Strong Encryption for Your USB Flashdrive - Windows
Encryption is an important protective tool, especially in this age of small storage devices that are easy lost or stolen. Whomever posesses your USB memory stick, for example, may get access to your personal documents, internet browser (with bookmarks and passwords), email contacts, and all sorts of things that could be harmful in the wrong hands. This page guides you through installation of strong encryption on your USB flashdrive.
Not enough time on Earth...
I often carry a USB flashdrive which is configured with the Tor Browser, Firefox, and other applications, plus an encrypted data folder where I keep important documents, pictures, and other files. The procedure below shows how to use Veracrypt to create an encrypted volume for use in Windows to keep those important files safe. Veracrypt, is available as source code and as a Windows executable. A brute force attack on this system is quite futile. If all of the computers on Earth were devoted to the attack, the time needed to try all possible keys would exceed the lifetime of the planet. That is the nature of "strong encryption."
Step One - Install Veracrypt
Boot your Windows system, and Veracrypt website. Download the latest version of Veracrypt and then install it. There is no "Treveller" mode as in Truecrypt, so yes, you must install it. Launch it by clicking on the Start Menu shortcut.
Step Two - Create an Encrypted File Container
Open the Veracrypt application. When Veracrypt is running, click the "Create Volume" button to start the Volume Creation Wizard.
The Volume Creation Wizard will offer three choices of the kinds of available volumes:
- Creation of an "encrypted file container." This creates one large encrypted archive containing items the user intends to protect from unauthorized access. It uses strong encryption and is orders of magnitude better than password protecting zip and rar archives.

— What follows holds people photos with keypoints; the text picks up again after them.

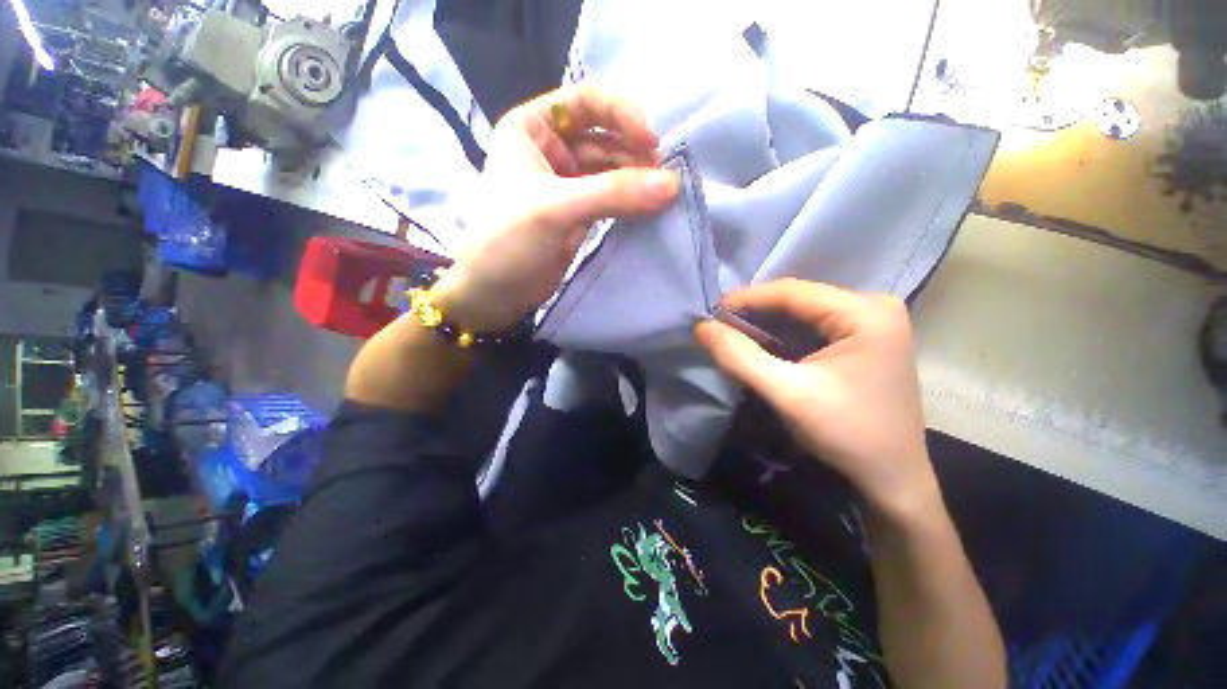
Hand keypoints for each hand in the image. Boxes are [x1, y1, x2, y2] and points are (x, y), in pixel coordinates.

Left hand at [432, 85, 680, 331]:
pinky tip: (650, 207)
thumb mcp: (556, 208)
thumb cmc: (508, 241)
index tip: (652, 142)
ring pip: (611, 170)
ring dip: (637, 179)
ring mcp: (567, 184)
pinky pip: (612, 199)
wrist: (494, 293)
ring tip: (665, 194)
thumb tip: (672, 184)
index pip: (586, 101)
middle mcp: (551, 150)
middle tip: (666, 176)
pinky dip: (631, 202)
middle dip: (635, 153)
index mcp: (532, 128)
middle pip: (605, 137)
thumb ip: (613, 193)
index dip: (622, 114)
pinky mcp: (579, 214)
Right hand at [696, 279, 938, 516]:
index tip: (711, 311)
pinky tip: (762, 345)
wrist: (892, 478)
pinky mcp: (866, 339)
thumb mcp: (787, 394)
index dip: (747, 298)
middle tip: (719, 326)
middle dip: (755, 312)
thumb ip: (740, 357)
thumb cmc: (846, 434)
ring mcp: (872, 323)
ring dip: (766, 324)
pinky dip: (783, 335)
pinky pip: (814, 327)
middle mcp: (874, 307)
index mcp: (866, 313)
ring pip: (804, 313)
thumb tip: (702, 326)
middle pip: (799, 299)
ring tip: (733, 335)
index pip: (793, 291)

- Encrypt a non-system partition / drive. If you have a separate partition on your USB drive for personal data and documents, the whole partition will be protected with this choice. You can also encrypt a non-system portion of the hard drive (letter E, F, G, etc). It is used in a similar manner as the file container, but it is a whole partition.
- Encrypt the "system partition or entire drive". This encrypts the system partition (letter C) and requires the user to enter the correct password when booting Windows.

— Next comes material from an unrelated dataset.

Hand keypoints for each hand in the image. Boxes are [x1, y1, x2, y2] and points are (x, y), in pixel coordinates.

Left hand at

For this article, the choice will be creation of an encrypted file container. Follow the menus that pop up and an encrypted container will be created. You should put it within your USB flashdrive (for example, E: \ vc0001). The process involves many steps, but you can mostly use the default options. Some choices are rather critical:
- Hidden or standard volumes? A hidden volume can be installed inside a standard encrypted container. Under duress, the user gives up the password for the standard container, and plausibly denies the existence of the hidden volume. Without a correct password, this hidden volume can't be found or proven to exist.

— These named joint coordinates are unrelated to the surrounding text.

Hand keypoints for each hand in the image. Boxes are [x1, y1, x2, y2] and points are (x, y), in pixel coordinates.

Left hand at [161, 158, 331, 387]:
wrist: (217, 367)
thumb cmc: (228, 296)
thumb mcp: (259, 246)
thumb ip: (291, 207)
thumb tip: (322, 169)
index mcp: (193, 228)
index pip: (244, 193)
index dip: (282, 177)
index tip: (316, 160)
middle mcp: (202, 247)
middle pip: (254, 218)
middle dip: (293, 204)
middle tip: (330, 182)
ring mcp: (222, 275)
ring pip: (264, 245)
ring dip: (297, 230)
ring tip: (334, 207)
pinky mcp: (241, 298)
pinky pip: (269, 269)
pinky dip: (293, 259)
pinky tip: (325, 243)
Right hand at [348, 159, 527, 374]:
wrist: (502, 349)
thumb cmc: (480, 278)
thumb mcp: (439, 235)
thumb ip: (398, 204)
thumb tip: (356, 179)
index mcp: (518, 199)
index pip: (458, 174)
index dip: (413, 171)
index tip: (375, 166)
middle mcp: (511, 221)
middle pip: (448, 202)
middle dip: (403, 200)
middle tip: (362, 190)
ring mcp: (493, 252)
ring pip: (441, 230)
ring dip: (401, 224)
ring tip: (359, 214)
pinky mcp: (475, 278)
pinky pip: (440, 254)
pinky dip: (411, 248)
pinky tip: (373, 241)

- Use a long password with numbers and both upper and lower case letters. Avoid short words or combinations that can be looked up in a dictionary! Sophisticated adversaries can complete a dictionary lookup attack in minutes. Also, avoid simple number combinations such as birth dates, telephone numbers, etc. The closer your password is to random monkeychatter the stronger it is.
- Making the container too large may cause problems; use no more than 75 percent of the available space.
- In the main Veracrypt window, pick a "slot" for your encrypted volume (E, J, K, etc).
- Right click the slot, and in the context menu, choose "Select File and Mount..."
- Select and open the encrypted container you have just created (for example, E: \ vc0001).
- Another way is to use the "Select File" and "Mount" buttons.
- Enter the proper password when prompted.
Step Three - Move Programs and Data Into The Encrypted Area
Once the encrypted container has been made, you will have a new file on your USB flashdrive - the encrypted container for your sensitive data. Next you will copy your programs and files to the new container.
Executing the "mount" command opens and decrypts the container, making it available for adding, removing, or even editing files. To you, it appears to be just another folder; it is really the decrypted container residing in the system RAM. Operation in the encrypted container is completely transparent. Data encryption is automatically applied to anything inside it.
Simply copy and paste your files into the container, then unmount the container if there are no problems copying the files. Veracrypt closes and protects the container with strong encryption. No-one can get inside now without knowing the password. The data appears quite randomized, and it is resistant to cryptanalysis. You should also delete your original files (now COPIED into the encrypted area), and sanitize the free space outside the container with BleachBit or another secure deletion and free space wiping utility, which will repeatedly overwrite the free space with random data and eliminate traces of previously deleted files.
Bear in mind that the entire USB flashdrive is NOT encrypted. Veracrypt has been installed and an encrypted container has been created on the USB flashdrive. If the USB flashdrive is lost or stolen, the encrypted data can not be accessed. Sleep soundly, without worry about who is reading your USB stick.